Search the records below for the string "links", and report each line that contains it.

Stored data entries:
..............................
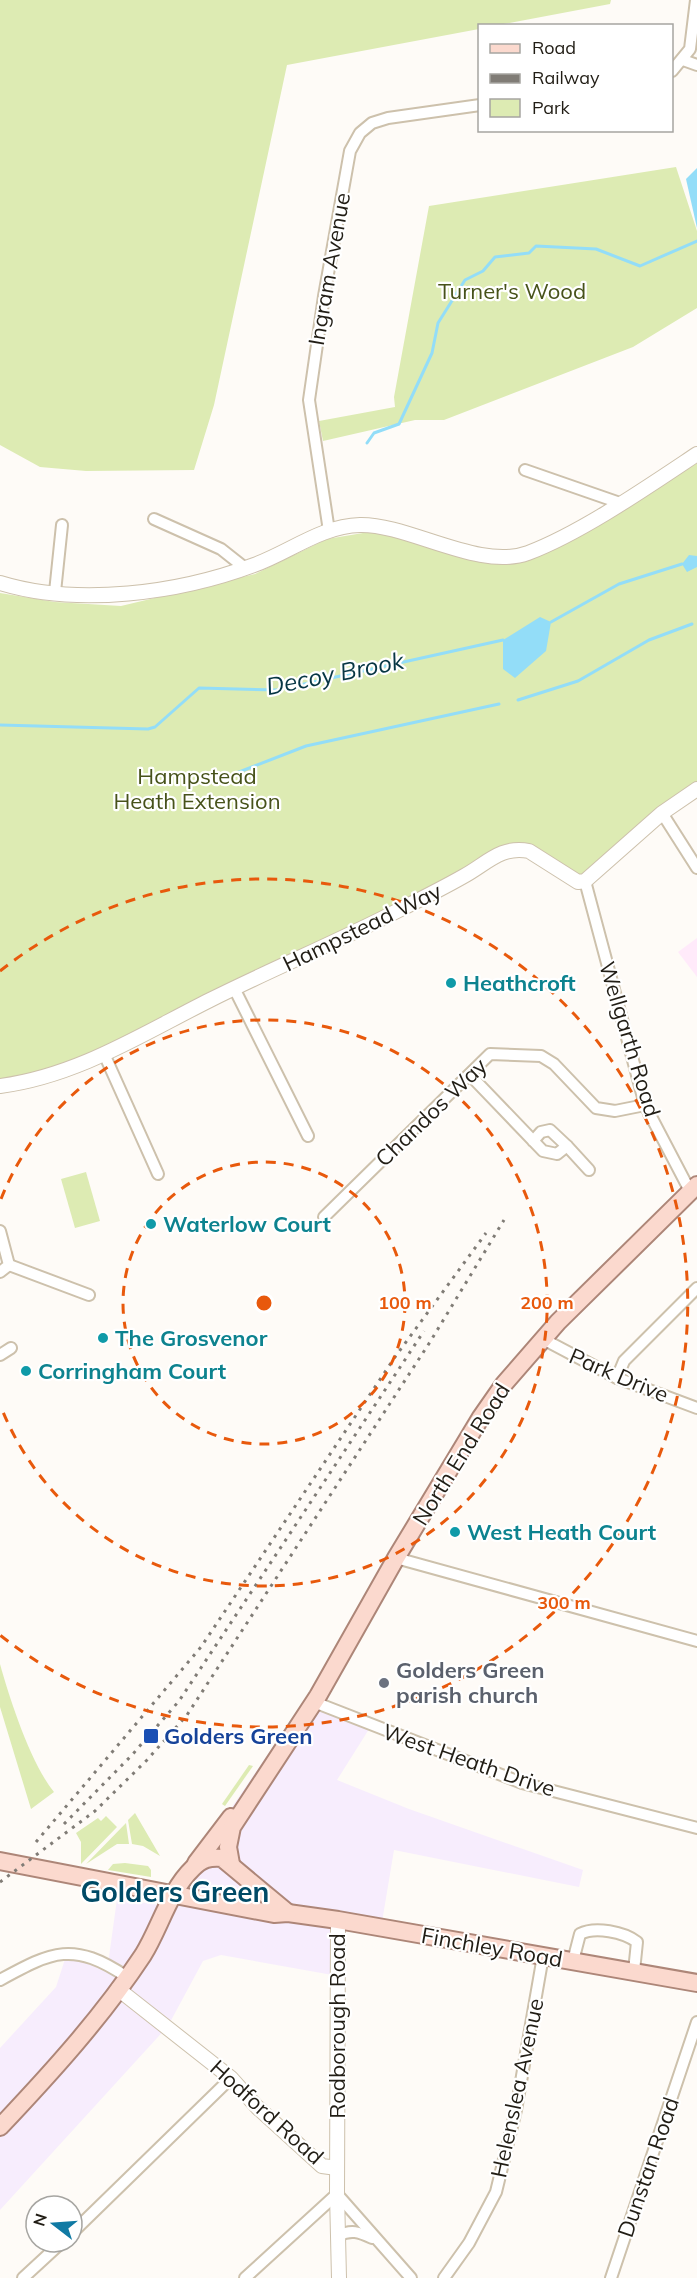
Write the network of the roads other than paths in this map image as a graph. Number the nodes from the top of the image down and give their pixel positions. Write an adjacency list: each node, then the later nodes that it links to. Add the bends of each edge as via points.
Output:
1 (696, 0): 2 (street, via 690,49)
2 (683, 60): 3 (street); 4 (street)
3 (697, 65)
4 (673, 70)
5 (478, 105): 11 (street, Ingram Avenue, via 372,123 360,133 350,151 309,400)
6 (697, 454): 8 (street)
7 (525, 470): 8 (street)
8 (620, 503): 11 (street, via 527,553 508,556 434,544 379,525)
9 (154, 519): 12 (street, via 221,549)
10 (62, 525): 14 (street)
11 (329, 531): 12 (street)
12 (245, 568): 14 (street, via 225,576 135,595)
13 (0, 583): 14 (street)
14 (56, 592)
15 (695, 795): 16 (street)
16 (662, 813): 17 (street); 18 (street)
17 (697, 868)
18 (585, 881): 19 (street, Hampstead Way, via 578,882 529,851 503,853 398,911); 23 (street, Wellgarth Road)
19 (234, 988): 20 (street, Hampstead Way); 24 (street)
20 (105, 1056): 22 (street, Hampstead Way, via 29,1081); 28 (street)
21 (470, 1075): 23 (street, Chandos Way, via 490,1054 541,1056 554,1064 596,1108 615,1111); 25 (street); 30 (street, Chandos Way)
22 (0, 1086)
23 (645, 1105): 29 (street, Wellgarth Road)
24 (308, 1136)
25 (533, 1141): 26 (street, via 550,1155); 26 (street, via 541,1132 550,1130)
26 (567, 1146): 27 (street)
27 (589, 1170)
28 (158, 1174)
29 (694, 1188): 35 (main road, North End Road)
30 (324, 1217)
31 (0, 1231): 32 (street)
32 (5, 1269): 34 (street)
33 (697, 1288): 38 (street, via 624,1361)
34 (89, 1295)
35 (543, 1339): 38 (street, Park Drive); 40 (main road, North End Road, via 481,1417)
36 (11, 1348): 37 (street)
37 (0, 1355)
38 (616, 1378): 39 (street, Park Drive)
39 (697, 1408)
40 (396, 1558): 41 (street); 42 (main road, North End Road)
41 (697, 1641)
42 (314, 1702): 43 (main road, North End Road); 44 (street, West Heath Drive, via 522,1783)
43 (274, 1761): 46 (main road, North End Road, via 232,1827); 47 (main road, North End Road)
44 (697, 1828)
45 (0, 1862): 49 (main road, Finchley Road)
46 (231, 1864): 47 (main road, via 213,1857 203,1859); 48 (main road, Finchley Road)
47 (191, 1869): 49 (main road); 50 (main road)
48 (243, 1878): 51 (main road, via 245,1891 241,1898); 52 (main road, Finchley Road)
49 (174, 1896): 50 (main road, Finchley Road); 54 (main road)
50 (208, 1901): 51 (main road, Finchley Road); 54 (main road, via 178,1911)
51 (228, 1904): 52 (main road, Finchley Road, via 274,1914)
52 (288, 1913): 53 (main road, Finchley Road)
53 (338, 1920): 55 (main road, Finchley Road); 64 (street, Rodborough Road)
54 (148, 1947): 59 (main road)
55 (543, 1956): 56 (main road, Finchley Road); 74 (street, Helenslea Avenue, via 516,2110 496,2192 469,2243)
56 (573, 1961): 57 (main road, Finchley Road); 57 (street, via 580,1934 589,1929 629,1936 637,1942)
57 (634, 1971): 60 (main road, Finchley Road)
58 (0, 1980): 59 (street, via 48,1956 84,1954 100,1959)
59 (122, 1983): 62 (street, Hodford Road); 63 (main road, via 83,2035)
60 (697, 1983)
61 (697, 2022): 75 (street, Dunstan Road)
62 (231, 2079): 64 (street, Hodford Road, via 322,2166); 66 (street)
63 (0, 2127)
64 (337, 2168): 65 (street, Hodford Road)
65 (337, 2194): 67 (street, Hodford Road); 68 (street); 71 (street)
66 (84, 2221)
67 (338, 2236): 68 (street, via 356,2231); 72 (street, Hodford Road)
68 (377, 2241): 73 (street)
69 (49, 2254): 70 (street)
70 (23, 2278)
71 (245, 2278)
72 (339, 2278)
73 (411, 2278)
74 (444, 2278)
75 (611, 2278)

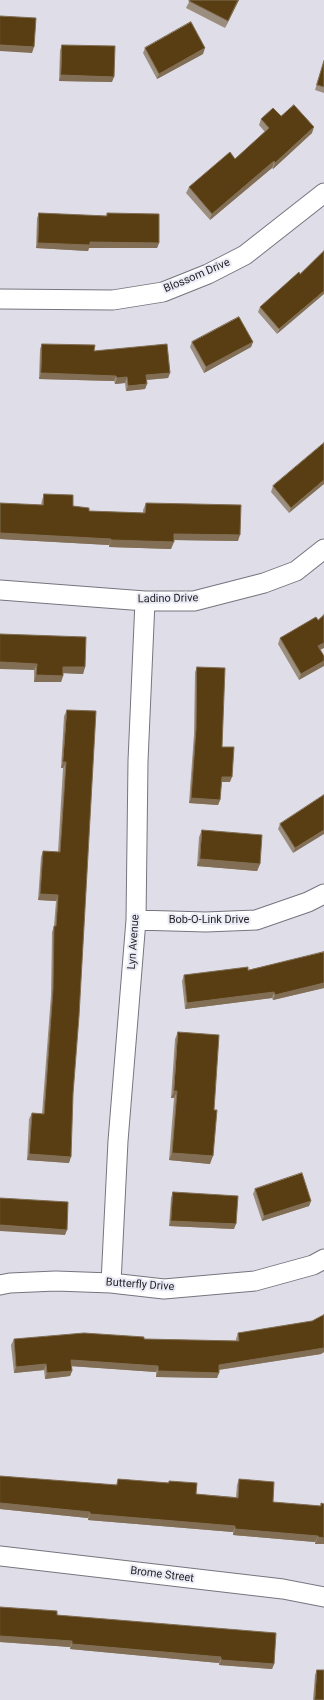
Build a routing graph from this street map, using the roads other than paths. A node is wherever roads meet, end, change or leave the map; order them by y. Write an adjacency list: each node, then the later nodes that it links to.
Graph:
1 (324, 193): 2 (street, Blossom Drive)
2 (0, 299)
3 (324, 549): 5 (street, Ladino Drive)
4 (0, 590): 5 (street, Ladino Drive)
5 (145, 600): 7 (street, Lyn Avenue)
6 (324, 894): 7 (street, Bob-O-Link Drive)
7 (136, 920): 9 (street, Lyn Avenue)
8 (324, 1259): 9 (street, Butterfly Drive)
9 (111, 1283): 10 (street, Butterfly Drive)
10 (0, 1285)
11 (0, 1556): 12 (street, Brome Street)
12 (324, 1597)

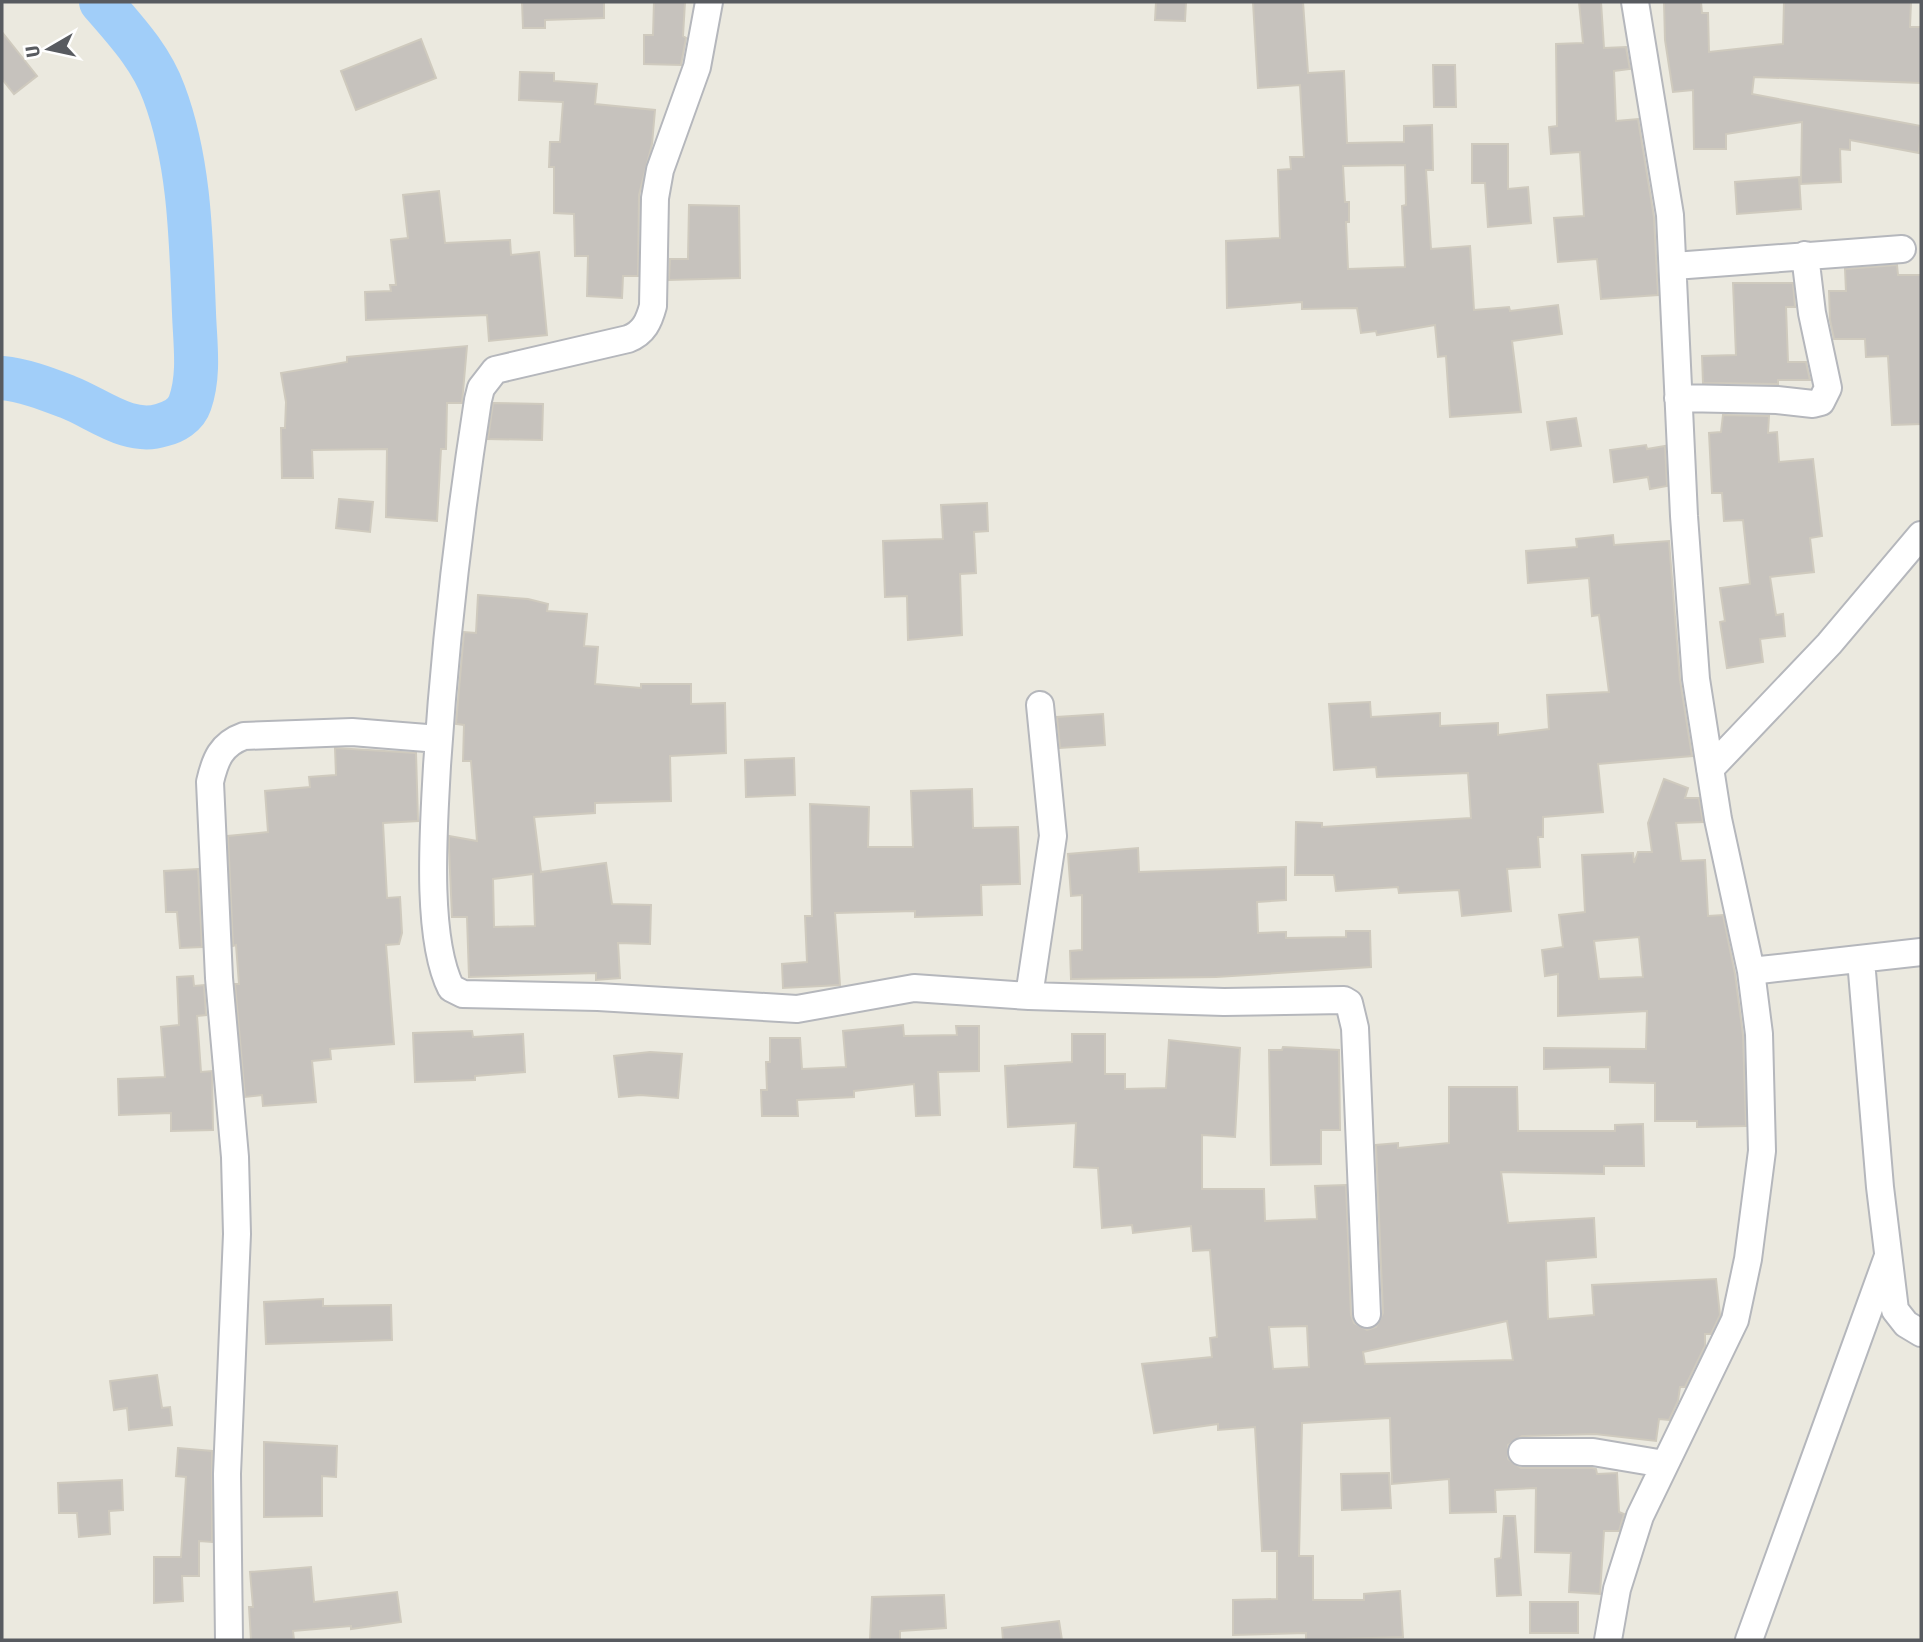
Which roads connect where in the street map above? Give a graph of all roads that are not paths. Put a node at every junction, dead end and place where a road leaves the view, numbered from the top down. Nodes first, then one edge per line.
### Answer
1 (709, 2) edge
2 (1635, 2) edge
3 (1902, 249) dead end
4 (1805, 256) junction
5 (1674, 266) junction
6 (1678, 398) junction
7 (1921, 535) edge
8 (1040, 705) dead end
9 (439, 739) junction
10 (1710, 769) junction
11 (1921, 952) edge
12 (1861, 960) junction
13 (1751, 971) junction
14 (1029, 996) junction
15 (1888, 1256) junction
16 (1367, 1314) dead end
17 (1921, 1333) edge
18 (1522, 1452) dead end
19 (1664, 1464) junction
20 (229, 1640) edge
21 (1608, 1640) edge
22 (1749, 1640) edge

1 - 9 street
2 - 5 street
3 - 4 street
4 - 5 street
4 - 6 street
5 - 6 street
6 - 10 street
7 - 10 street
8 - 14 street
9 - 14 street
9 - 20 street
10 - 13 street
11 - 12 street
12 - 13 street
12 - 15 street
13 - 19 street
14 - 16 street
15 - 17 street
15 - 22 street
18 - 19 street
19 - 21 street

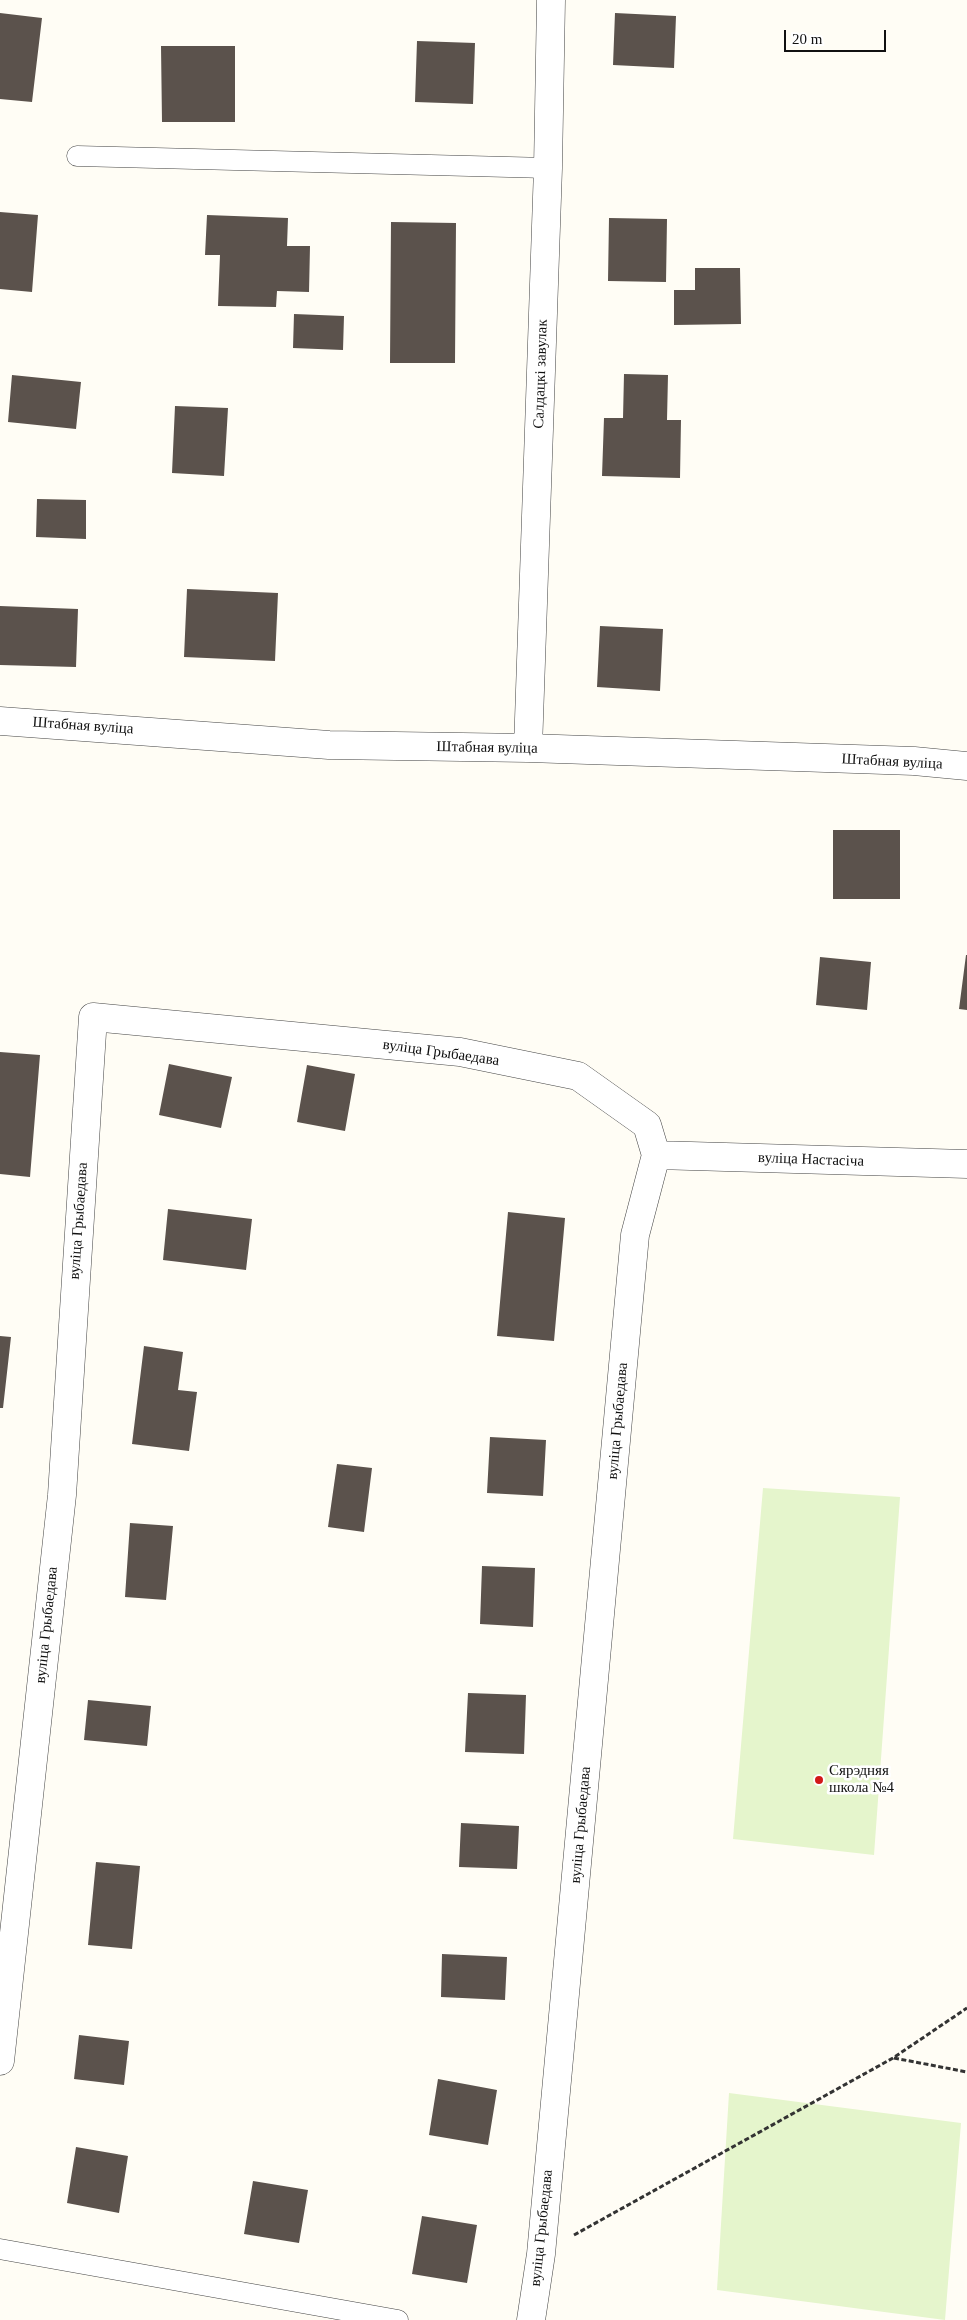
..............................
_Response area_
Write the network of the roads other than paths in this map image as a graph. Number the nodes from the top of the image down and give their pixel positions. Write an adjacency list: each node, then the later nodes that it links to. Add the bends of each edge as via points.
Build a routing graph from this street map, using the roads other than paths. A node is wherever roads meet, end, change or leave the map; order them by y. Write an adjacency list: each node, then the later nodes that it links to.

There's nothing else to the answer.